The lowerbound risk of about US$1.60 per share will change very little for shareholders. In all likelihood the company will maintain the dividend and continue the share buybacks. If the provision comes in this low, there likely will be a relief rally which will offset the per share costs of the litigation. Therefore, the lowerbound scenario is more a business-as-usual situation. The trailing twelve month dividend yield currently exceeds 9 percent according the dividend page here on Seeking Alpha, and this does not yet account for the upward potential of the stock price if litigation can be finalized.

The upperbound scenario

A dire picture emerges when the upperbound scenario is assessed. Based on the assumption total costs will become €4.7Bn, the finances of the company will look totally different. First off, translating this into the share price, the current value of more than US$33 could drop to about US$15 assuming the costs are fully translated into the market cap.

The price will potentially drop even further given a portion of investors merely hold this stock for the high dividend. As it stands, the company is able to return more than €1Bn per year to shareholders. However, in case a court orders NN Group to compensate the plaintiffs, they will become the beneficiaries rather than the shareholders. As such, one could argue shareholders will be deprived of more than four years of returns.

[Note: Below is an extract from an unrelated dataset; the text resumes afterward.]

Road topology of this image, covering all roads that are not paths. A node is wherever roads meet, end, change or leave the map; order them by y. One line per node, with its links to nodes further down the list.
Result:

In case the company needs to shore up the cash to compensate customers, it remains speculation how this will be done. Available cash can be used, parts of the business can be divested, shareholder returns cancelled, new equity issued and so on. As the company is performing well and has options, the risk is not if the investment will dissolve through bankruptcy, but rather how long a shareholder needs to stay invested to recoup its loss.

The base case

While litigation is ongoing and there is little known about the height of a potential settlement, the assumption is made there may be a settlement in the order of €1 to €2Bn. This number takes the ING estimate into account, rounded up to €1Bn. Given the ease with which the analysts increased the estimate, and the potential risk of interest payments to be made, a safety factor of two is applied, to arrive at the value of €2Bn. On a per share bases this would amount to €7.30 or US$7.73.

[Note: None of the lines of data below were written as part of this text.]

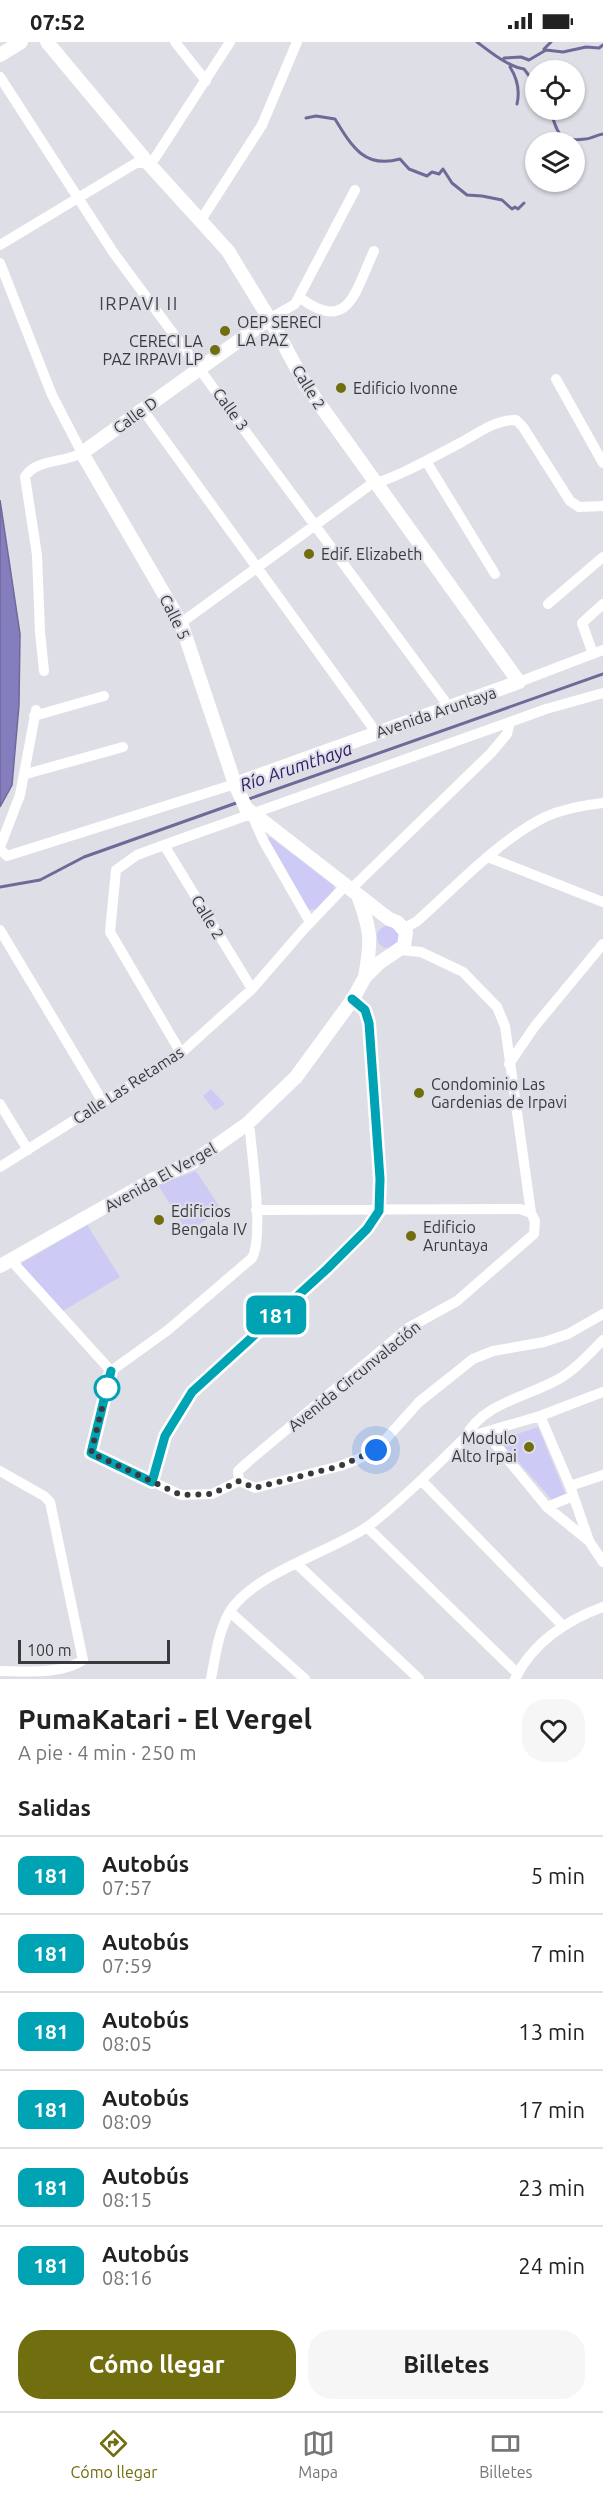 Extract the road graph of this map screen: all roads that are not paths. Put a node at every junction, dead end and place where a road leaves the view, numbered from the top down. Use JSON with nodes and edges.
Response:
{"nodes":[{"id":1,"x":21,"y":42,"type":"edge"},
{"id":2,"x":175,"y":42,"type":"edge"},
{"id":3,"x":230,"y":42,"type":"edge"},
{"id":4,"x":297,"y":42,"type":"edge"},
{"id":5,"x":52,"y":43,"type":"edge"},
{"id":6,"x":0,"y":55,"type":"edge"},
{"id":7,"x":0,"y":77,"type":"edge"},
{"id":8,"x":206,"y":81,"type":"junction"},
{"id":9,"x":148,"y":163,"type":"junction"},
{"id":10,"x":355,"y":190,"type":"dead end"},
{"id":11,"x":78,"y":199,"type":"junction"},
{"id":12,"x":201,"y":220,"type":"junction"},
{"id":13,"x":0,"y":245,"type":"edge"},
{"id":14,"x":374,"y":251,"type":"dead end"},
{"id":15,"x":0,"y":263,"type":"edge"},
{"id":16,"x":299,"y":297,"type":"junction"},
{"id":17,"x":269,"y":319,"type":"junction"},
{"id":18,"x":200,"y":367,"type":"junction"},
{"id":19,"x":556,"y":379,"type":"dead end"},
{"id":20,"x":142,"y":410,"type":"junction"},
{"id":21,"x":82,"y":453,"type":"junction"},
{"id":22,"x":426,"y":461,"type":"junction"},
{"id":23,"x":603,"y":463,"type":"edge"},
{"id":24,"x":376,"y":483,"type":"junction"},
{"id":25,"x":603,"y":506,"type":"edge"},
{"id":26,"x":315,"y":526,"type":"junction"},
{"id":27,"x":603,"y":557,"type":"edge"},
{"id":28,"x":257,"y":568,"type":"junction"},
{"id":29,"x":495,"y":574,"type":"dead end"},
{"id":30,"x":548,"y":604,"type":"dead end"},
{"id":31,"x":603,"y":604,"type":"edge"},
{"id":32,"x":181,"y":623,"type":"junction"},
{"id":33,"x":598,"y":652,"type":"edge"},
{"id":34,"x":44,"y":671,"type":"dead end"},
{"id":35,"x":519,"y":682,"type":"junction"},
{"id":36,"x":603,"y":693,"type":"edge"},
{"id":37,"x":104,"y":696,"type":"dead end"},
{"id":38,"x":446,"y":708,"type":"junction"},
{"id":39,"x":510,"y":722,"type":"junction"},
{"id":40,"x":374,"y":733,"type":"junction"},
{"id":41,"x":123,"y":747,"type":"dead end"},
{"id":42,"x":26,"y":774,"type":"junction"},
{"id":43,"x":237,"y":789,"type":"junction"},
{"id":44,"x":603,"y":802,"type":"edge"},
{"id":45,"x":249,"y":811,"type":"junction"},
{"id":46,"x":164,"y":845,"type":"junction"},
{"id":47,"x":0,"y":848,"type":"edge"},
{"id":48,"x":488,"y":857,"type":"junction"},
{"id":49,"x":351,"y":890,"type":"junction"},
{"id":50,"x":603,"y":902,"type":"edge"},
{"id":51,"x":389,"y":919,"type":"junction"},
{"id":52,"x":310,"y":922,"type":"junction"},
{"id":53,"x":404,"y":928,"type":"junction"},
{"id":54,"x":0,"y":930,"type":"edge"},
{"id":55,"x":370,"y":938,"type":"junction"},
{"id":56,"x":603,"y":944,"type":"edge"},
{"id":57,"x":396,"y":952,"type":"junction"},
{"id":58,"x":365,"y":977,"type":"junction"},
{"id":59,"x":252,"y":989,"type":"junction"},
{"id":60,"x":352,"y":999,"type":"junction"},
{"id":61,"x":181,"y":1053,"type":"junction"},
{"id":62,"x":509,"y":1064,"type":"junction"},
{"id":63,"x":103,"y":1102,"type":"junction"},
{"id":64,"x":0,"y":1104,"type":"edge"},
{"id":65,"x":247,"y":1124,"type":"junction"},
{"id":66,"x":27,"y":1150,"type":"junction"},
{"id":67,"x":0,"y":1167,"type":"edge"},
{"id":68,"x":256,"y":1210,"type":"junction"},
{"id":69,"x":379,"y":1211,"type":"junction"},
{"id":70,"x":531,"y":1213,"type":"junction"},
{"id":71,"x":6,"y":1263,"type":"edge"},
{"id":72,"x":603,"y":1314,"type":"edge"},
{"id":73,"x":603,"y":1340,"type":"edge"},
{"id":74,"x":111,"y":1371,"type":"junction"},
{"id":75,"x":603,"y":1392,"type":"edge"},
{"id":76,"x":540,"y":1416,"type":"junction"},
{"id":77,"x":486,"y":1433,"type":"junction"},
{"id":78,"x":465,"y":1438,"type":"junction"},
{"id":79,"x":0,"y":1471,"type":"edge"},
{"id":80,"x":603,"y":1475,"type":"edge"},
{"id":81,"x":421,"y":1479,"type":"junction"},
{"id":82,"x":239,"y":1481,"type":"junction"},
{"id":83,"x":152,"y":1482,"type":"junction"},
{"id":84,"x":572,"y":1491,"type":"junction"},
{"id":85,"x":547,"y":1507,"type":"junction"},
{"id":86,"x":366,"y":1527,"type":"junction"},
{"id":87,"x":589,"y":1541,"type":"junction"},
{"id":88,"x":603,"y":1562,"type":"edge"},
{"id":89,"x":297,"y":1564,"type":"junction"},
{"id":90,"x":603,"y":1607,"type":"edge"},
{"id":91,"x":230,"y":1612,"type":"junction"},
{"id":92,"x":563,"y":1626,"type":"junction"},
{"id":93,"x":0,"y":1671,"type":"edge"},
{"id":94,"x":37,"y":1675,"type":"edge"},
{"id":95,"x":517,"y":1677,"type":"edge"},
{"id":96,"x":211,"y":1679,"type":"edge"},
{"id":97,"x":305,"y":1679,"type":"edge"},
{"id":98,"x":419,"y":1679,"type":"edge"}],
"edges":[{"from":1,"to":6,"type":"main road"},
{"from":2,"to":8,"type":"street"},
{"from":3,"to":8,"type":"street"},
{"from":4,"to":12,"type":"street"},
{"from":5,"to":9,"type":"main road","name":"Calle 2"},
{"from":7,"to":11,"type":"street","name":"Calle 3"},
{"from":8,"to":9,"type":"street"},
{"from":9,"to":11,"type":"street"},
{"from":9,"to":12,"type":"main road","name":"Calle 2"},
{"from":10,"to":16,"type":"street","name":"Calle D"},
{"from":11,"to":13,"type":"street"},
{"from":11,"to":18,"type":"street","name":"Calle 3"},
{"from":12,"to":17,"type":"main road","name":"Calle 2"},
{"from":14,"to":16,"type":"street"},
{"from":15,"to":21,"type":"street"},
{"from":16,"to":17,"type":"street","name":"Calle D"},
{"from":17,"to":18,"type":"main road","name":"Calle D"},
{"from":17,"to":24,"type":"main road","name":"Calle 2"},
{"from":18,"to":20,"type":"main road","name":"Calle D"},
{"from":18,"to":26,"type":"street","name":"Calle 3"},
{"from":19,"to":23,"type":"street"},
{"from":20,"to":21,"type":"main road","name":"Calle D"},
{"from":20,"to":28,"type":"street"},
{"from":21,"to":32,"type":"main road","name":"Calle 5"},
{"from":21,"to":34,"type":"street","name":"Calle D"},
{"from":22,"to":24,"type":"street"},
{"from":22,"to":25,"type":"street"},
{"from":22,"to":29,"type":"street"},
{"from":24,"to":26,"type":"street"},
{"from":24,"to":35,"type":"main road","name":"Calle 2"},
{"from":26,"to":28,"type":"street"},
{"from":26,"to":38,"type":"street","name":"Calle 3"},
{"from":27,"to":30,"type":"street"},
{"from":28,"to":32,"type":"street"},
{"from":28,"to":40,"type":"street"},
{"from":31,"to":33,"type":"street"},
{"from":32,"to":43,"type":"main road","name":"Calle 5"},
{"from":33,"to":35,"type":"street","name":"Avenida Aruntaya"},
{"from":35,"to":38,"type":"main road","name":"Avenida Aruntaya"},
{"from":36,"to":39,"type":"street"},
{"from":37,"to":42,"type":"street"},
{"from":38,"to":40,"type":"main road","name":"Avenida Aruntaya"},
{"from":39,"to":45,"type":"street"},
{"from":39,"to":49,"type":"street","name":"Calle Las Retamas"},
{"from":40,"to":43,"type":"main road","name":"Avenida Aruntaya"},
{"from":41,"to":42,"type":"street"},
{"from":42,"to":47,"type":"street"},
{"from":43,"to":45,"type":"main road"},
{"from":43,"to":47,"type":"street"},
{"from":44,"to":48,"type":"street"},
{"from":45,"to":46,"type":"street"},
{"from":45,"to":49,"type":"main road"},
{"from":45,"to":52,"type":"street"},
{"from":46,"to":59,"type":"street","name":"Calle 2"},
{"from":46,"to":61,"type":"street"},
{"from":48,"to":50,"type":"street"},
{"from":48,"to":53,"type":"street"},
{"from":49,"to":51,"type":"main road"},
{"from":49,"to":52,"type":"street","name":"Calle Las Retamas"},
{"from":49,"to":55,"type":"main road"},
{"from":51,"to":53,"type":"main road"},
{"from":51,"to":55,"type":"main road"},
{"from":52,"to":59,"type":"street","name":"Calle Las Retamas"},
{"from":53,"to":57,"type":"main road"},
{"from":54,"to":63,"type":"street"},
{"from":55,"to":57,"type":"main road"},
{"from":55,"to":58,"type":"main road"},
{"from":56,"to":62,"type":"street"},
{"from":57,"to":58,"type":"main road"},
{"from":57,"to":62,"type":"street","name":"Avenida Circunvalación"},
{"from":58,"to":60,"type":"main road","name":"Avenida El Vergel"},
{"from":59,"to":61,"type":"street","name":"Calle Las Retamas"},
{"from":60,"to":65,"type":"main road","name":"Avenida El Vergel"},
{"from":60,"to":69,"type":"street"},
{"from":61,"to":63,"type":"street","name":"Calle Las Retamas"},
{"from":62,"to":70,"type":"street","name":"Avenida Circunvalación"},
{"from":63,"to":66,"type":"street","name":"Calle Las Retamas"},
{"from":64,"to":66,"type":"street"},
{"from":65,"to":68,"type":"street"},
{"from":65,"to":71,"type":"main road","name":"Avenida El Vergel"},
{"from":66,"to":67,"type":"street","name":"Calle Las Retamas"},
{"from":68,"to":69,"type":"street"},
{"from":68,"to":74,"type":"street"},
{"from":69,"to":70,"type":"street"},
{"from":69,"to":83,"type":"street"},
{"from":70,"to":82,"type":"street","name":"Avenida Circunvalación"},
{"from":71,"to":74,"type":"street"},
{"from":72,"to":82,"type":"street"},
{"from":73,"to":78,"type":"street"},
{"from":74,"to":83,"type":"street"},
{"from":75,"to":76,"type":"street"},
{"from":76,"to":77,"type":"street"},
{"from":76,"to":84,"type":"street"},
{"from":77,"to":78,"type":"street"},
{"from":77,"to":85,"type":"street"},
{"from":78,"to":81,"type":"street"},
{"from":79,"to":94,"type":"street"},
{"from":80,"to":84,"type":"street"},
{"from":81,"to":86,"type":"street"},
{"from":81,"to":92,"type":"street"},
{"from":82,"to":83,"type":"street"},
{"from":84,"to":85,"type":"street"},
{"from":84,"to":87,"type":"street"},
{"from":85,"to":87,"type":"street"},
{"from":86,"to":89,"type":"street"},
{"from":86,"to":95,"type":"street"},
{"from":87,"to":88,"type":"street"},
{"from":89,"to":91,"type":"street"},
{"from":89,"to":98,"type":"street"},
{"from":90,"to":92,"type":"street"},
{"from":91,"to":96,"type":"street"},
{"from":91,"to":97,"type":"street"},
{"from":92,"to":95,"type":"street"},
{"from":93,"to":94,"type":"street"}]}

An additional reason why the potential compensation must be capped is the consolidation that has taken place in the Dutch market. Figure 4 shows NN Group and ASR, another defendant in the unit-linked policies case, combined control 42% of the Dutch Non-life markets. Mind this does not yet account for Life division meaning the presence of NN Group in the Netherlands is even larger. Therefore the judges delivering a ruling in this case have to weigh the fact that these players have a societal function by guaranteeing insurance for many Dutch citizens. In case it comes to a ruling against NN Group, the compensation has to hurt, but can’t be outsized.

Figure 6 - Effect of consolidation in Dutch insurance market, 1H23 presentation (nn-group.com)

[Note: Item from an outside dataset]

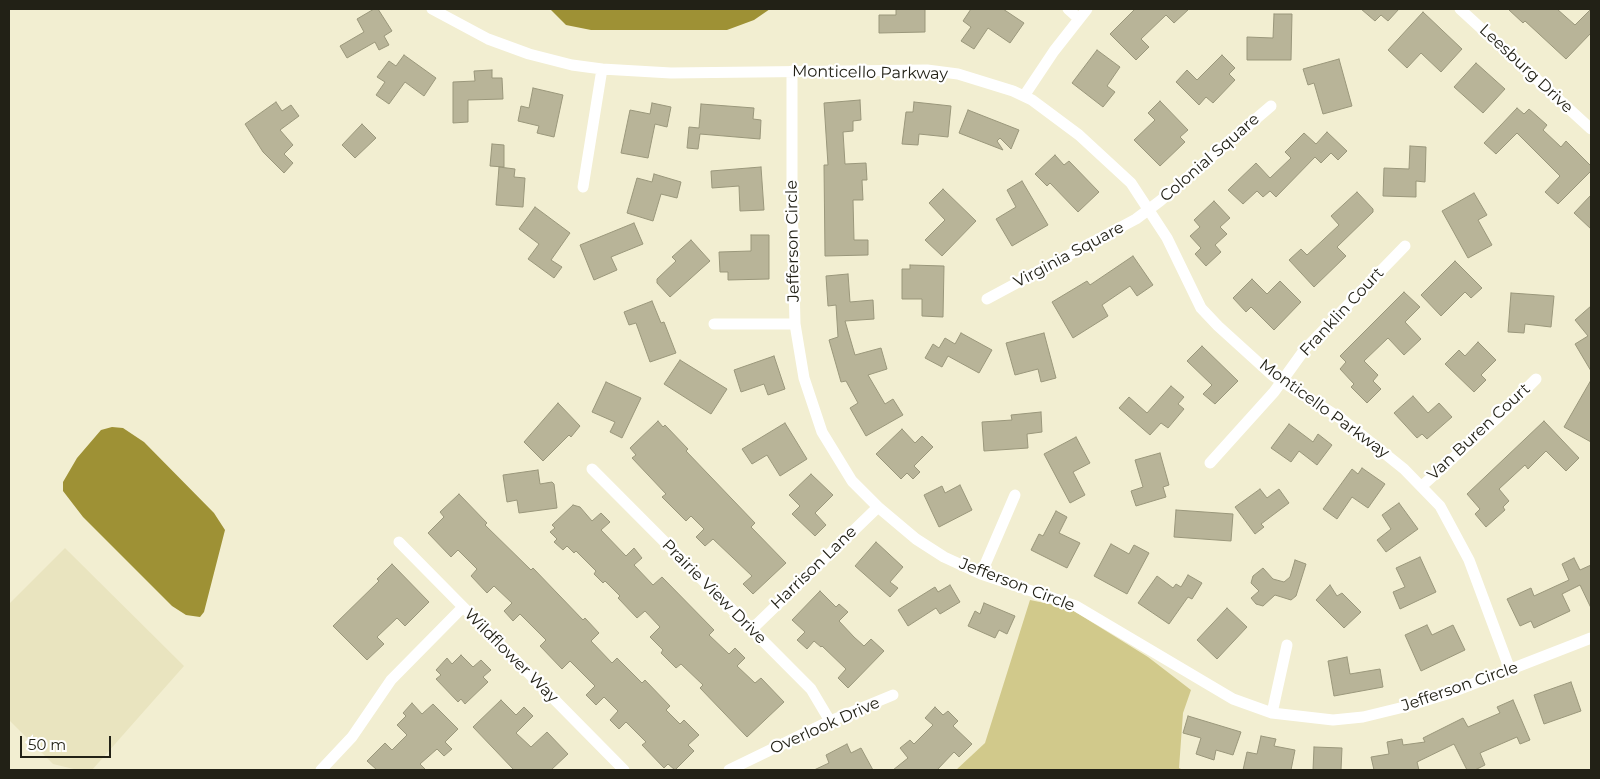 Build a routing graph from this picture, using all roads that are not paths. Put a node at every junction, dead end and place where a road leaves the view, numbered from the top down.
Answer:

As litigation is still ongoing and time will be needed to work out all details in case a final adverse verdict is delivered, the company has time to make provisions.

Given the latest ruling is the first set back over the course of many years of litigation, management will have to start making provisions. Therefore I assume the dividend will be frozen and buybacks cancelled. This course of action will allow management to continue high pay-outs to shareholders at 9% dividend yield while simultaneously allocating funds for a possible adverse outcome of the court case. Given the potential €2Bn hit, an annual provision seems minor, but even if NN Group would lose in court, it is estimated several years will be needed before actual pay-out will be done.

As the company only reports results every 6 months, the next investor update will be a the 29 th of February meaning patience is required to learn which course of action will exactly be taken.

In the meantime, adding to the uncertainty is the fact further downside may emerge if, based on a potential favorable outcome for the plaintiffs, other parties will start litigation, from the 2022 annual report:

"The book of policies of NN Group’s Dutch insurance subsidiaries dates back many years, and in some cases several decades. Over time, the regulatory requirements and expectations of various stakeholders (…) have developed and changed, increasing customer protection. As a result, policyholders and consumer protection organisations have initiated and may in the future initiate proceedings against NN Group’s Dutch insurance subsidiaries alleging that products sold in the past fail to meet current requirements and expectations. In any such proceedings, it cannot be excluded that the relevant court, regulator, governmental authority or other decision-making body will apply current norms, requirements, expectations, standards and market practices on laws and regulations to products sold, issued or advised on by NN Group’s Dutch insurance subsidiaries."

Buybacks accelerated

After the ruling on the 26 th of October, NN Group bumped its share buybacks. During the nine trading days following the ruling, 5.4 million shares were bought and the company finalized its buyback program as shown by the transaction history for the March 2023 to February 2024 program . Moreover, the amount of buybacks done account for approximately half of average daily volume on the Amsterdam stock exchange. Inevitably this has supported the price.

While the company supported the stock through buybacks, the current stock price is back at 2017 levels if the covid effect is neglected. Also, in January 2022 the stock price almost reached a price level of US$60, after which the stock started its descent. With the company having finalized the buyback program, the post-ruling support disappears and uncertainty is left especially as the next official investor update is months away.

Conclusion

Since NN Group was spun-off its former parent ING Group, the company has grown and increased shareholder returns. Nevertheless the stock price nearly halved since it reached a high in January 2022. To a large extent this drop was caused by a ruling against NN Group concerning the litigation on unit-linked securities.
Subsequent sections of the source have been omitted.